You don’t have to follow all of the advice you have received. Find what works for you and stay with it. But if it doesn’t work? Drop it and find something that does.

Show your students how to fail gracefully

Guess what. You’re going to fail at something during your first year. It might be one something. It might be multiple somethings. But you. will. fail.

During that first semester, I had housekeeping meetings fairly regularly. I would tell my students if something wasn’t working and we needed to fix it. I would recognize my own mistakes.

I would admit that I was human.

I created a dialogue about our learning and showed them that education is messy. I showed them I wasn’t afraid to mess up. I showed them I could also succeed. And my biggest hope is that they absorbed some of those lessons, so that they won’t be afraid of failure in their own lives.

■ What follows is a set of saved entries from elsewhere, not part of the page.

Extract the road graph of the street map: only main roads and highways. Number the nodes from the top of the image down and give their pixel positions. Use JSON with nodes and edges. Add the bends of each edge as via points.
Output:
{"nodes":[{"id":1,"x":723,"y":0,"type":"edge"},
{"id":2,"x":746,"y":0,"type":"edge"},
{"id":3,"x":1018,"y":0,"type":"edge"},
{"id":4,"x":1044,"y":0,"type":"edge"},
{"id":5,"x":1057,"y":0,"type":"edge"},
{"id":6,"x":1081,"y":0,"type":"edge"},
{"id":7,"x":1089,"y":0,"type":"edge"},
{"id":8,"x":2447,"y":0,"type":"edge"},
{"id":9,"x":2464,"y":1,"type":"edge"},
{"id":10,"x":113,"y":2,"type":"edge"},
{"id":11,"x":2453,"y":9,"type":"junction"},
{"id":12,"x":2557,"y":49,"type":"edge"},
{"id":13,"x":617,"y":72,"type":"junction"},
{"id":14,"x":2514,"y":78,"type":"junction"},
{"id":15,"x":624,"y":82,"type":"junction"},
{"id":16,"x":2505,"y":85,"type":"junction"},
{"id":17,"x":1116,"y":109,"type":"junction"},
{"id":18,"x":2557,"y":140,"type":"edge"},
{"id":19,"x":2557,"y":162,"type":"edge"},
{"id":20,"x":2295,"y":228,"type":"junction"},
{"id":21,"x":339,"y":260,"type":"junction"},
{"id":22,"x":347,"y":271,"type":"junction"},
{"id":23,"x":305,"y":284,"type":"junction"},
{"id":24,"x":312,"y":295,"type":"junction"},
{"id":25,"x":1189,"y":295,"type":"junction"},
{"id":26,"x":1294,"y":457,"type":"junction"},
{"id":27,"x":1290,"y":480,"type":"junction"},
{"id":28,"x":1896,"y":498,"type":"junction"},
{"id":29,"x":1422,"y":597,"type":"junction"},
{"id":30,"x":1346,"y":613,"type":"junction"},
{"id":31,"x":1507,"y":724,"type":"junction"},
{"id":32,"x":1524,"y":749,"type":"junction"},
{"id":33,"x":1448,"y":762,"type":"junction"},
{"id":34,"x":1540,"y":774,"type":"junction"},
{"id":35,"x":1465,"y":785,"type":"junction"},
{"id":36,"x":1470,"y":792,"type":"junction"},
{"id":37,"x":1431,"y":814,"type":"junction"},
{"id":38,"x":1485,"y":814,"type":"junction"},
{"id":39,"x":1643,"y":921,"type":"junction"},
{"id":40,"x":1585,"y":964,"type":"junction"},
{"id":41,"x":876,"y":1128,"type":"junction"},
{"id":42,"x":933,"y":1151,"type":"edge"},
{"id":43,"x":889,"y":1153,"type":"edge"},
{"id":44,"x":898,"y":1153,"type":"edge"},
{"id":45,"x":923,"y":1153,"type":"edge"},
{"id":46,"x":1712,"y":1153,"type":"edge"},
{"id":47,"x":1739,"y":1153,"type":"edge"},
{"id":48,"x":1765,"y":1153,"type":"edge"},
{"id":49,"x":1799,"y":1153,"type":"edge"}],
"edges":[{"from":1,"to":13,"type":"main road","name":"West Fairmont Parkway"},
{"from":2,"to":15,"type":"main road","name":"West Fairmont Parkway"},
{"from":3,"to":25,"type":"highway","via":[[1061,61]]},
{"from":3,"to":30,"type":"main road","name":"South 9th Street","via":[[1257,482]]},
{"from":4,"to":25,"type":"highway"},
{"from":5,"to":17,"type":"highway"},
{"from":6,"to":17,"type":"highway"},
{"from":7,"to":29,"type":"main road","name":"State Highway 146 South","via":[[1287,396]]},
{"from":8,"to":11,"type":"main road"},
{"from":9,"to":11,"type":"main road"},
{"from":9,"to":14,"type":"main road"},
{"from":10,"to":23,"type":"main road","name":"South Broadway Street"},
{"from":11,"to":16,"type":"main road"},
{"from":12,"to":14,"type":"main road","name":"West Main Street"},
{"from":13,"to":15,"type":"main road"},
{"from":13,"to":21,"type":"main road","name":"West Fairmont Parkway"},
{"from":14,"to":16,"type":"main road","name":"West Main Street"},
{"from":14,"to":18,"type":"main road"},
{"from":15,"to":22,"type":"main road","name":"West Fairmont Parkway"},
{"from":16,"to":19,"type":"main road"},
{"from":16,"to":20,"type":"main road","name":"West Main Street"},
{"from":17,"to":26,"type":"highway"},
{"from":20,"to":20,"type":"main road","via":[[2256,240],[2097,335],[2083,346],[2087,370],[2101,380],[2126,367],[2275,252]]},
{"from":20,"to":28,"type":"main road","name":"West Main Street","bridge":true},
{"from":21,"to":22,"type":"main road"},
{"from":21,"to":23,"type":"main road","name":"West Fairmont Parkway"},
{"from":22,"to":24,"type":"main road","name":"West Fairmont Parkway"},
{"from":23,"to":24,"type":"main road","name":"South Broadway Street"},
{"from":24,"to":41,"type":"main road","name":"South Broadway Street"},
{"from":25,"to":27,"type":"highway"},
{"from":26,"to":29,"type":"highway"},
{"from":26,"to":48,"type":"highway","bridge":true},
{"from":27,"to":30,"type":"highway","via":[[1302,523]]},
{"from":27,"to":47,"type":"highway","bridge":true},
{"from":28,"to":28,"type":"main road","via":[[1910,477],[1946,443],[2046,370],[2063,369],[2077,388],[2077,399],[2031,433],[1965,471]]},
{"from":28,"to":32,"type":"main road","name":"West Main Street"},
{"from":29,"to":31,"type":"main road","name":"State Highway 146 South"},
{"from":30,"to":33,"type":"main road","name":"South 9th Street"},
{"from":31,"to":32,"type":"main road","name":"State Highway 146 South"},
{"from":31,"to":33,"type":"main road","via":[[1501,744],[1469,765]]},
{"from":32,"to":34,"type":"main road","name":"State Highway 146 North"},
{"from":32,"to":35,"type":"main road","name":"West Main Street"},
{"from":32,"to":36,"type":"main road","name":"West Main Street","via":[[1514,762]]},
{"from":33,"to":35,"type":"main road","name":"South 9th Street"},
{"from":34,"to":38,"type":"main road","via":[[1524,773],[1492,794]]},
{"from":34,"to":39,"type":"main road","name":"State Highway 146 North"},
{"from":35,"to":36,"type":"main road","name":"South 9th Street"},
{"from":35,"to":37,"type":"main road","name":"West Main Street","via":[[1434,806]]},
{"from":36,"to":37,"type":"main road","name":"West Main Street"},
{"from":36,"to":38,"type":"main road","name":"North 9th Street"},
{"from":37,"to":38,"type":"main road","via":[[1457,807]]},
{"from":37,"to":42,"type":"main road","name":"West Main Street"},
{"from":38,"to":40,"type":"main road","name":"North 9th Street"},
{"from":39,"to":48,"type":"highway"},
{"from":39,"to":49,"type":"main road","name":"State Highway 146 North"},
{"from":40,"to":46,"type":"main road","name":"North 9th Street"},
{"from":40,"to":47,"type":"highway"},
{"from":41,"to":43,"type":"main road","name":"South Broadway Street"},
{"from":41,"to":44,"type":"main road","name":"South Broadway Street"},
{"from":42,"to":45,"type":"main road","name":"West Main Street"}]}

Wow, this post is long. I just scrolled back through and realized there are A LOT of words here. But I wanted to speak on this subject because I felt that I couldn’t find anyone being real about teaching as I was coming in to the profession. So I wanted to give you my thoughts, share what I’ve learned, and to tell you this:

This is going to be hard. You’re either going to love it or hate it. You will fail, and you will shine. But at the end of the day, your job is about the kids in your room who need someone to believe in them, someone to push them. And you need to believe in yourself. You can do this. When you feel like you can’t, reevaluate. Be honest with yourself. And if you need a friend to talk you through, send me your thoughts and I’ll be that person. Don’t be afraid to fail, but don’t be afraid to succeed either. You got this.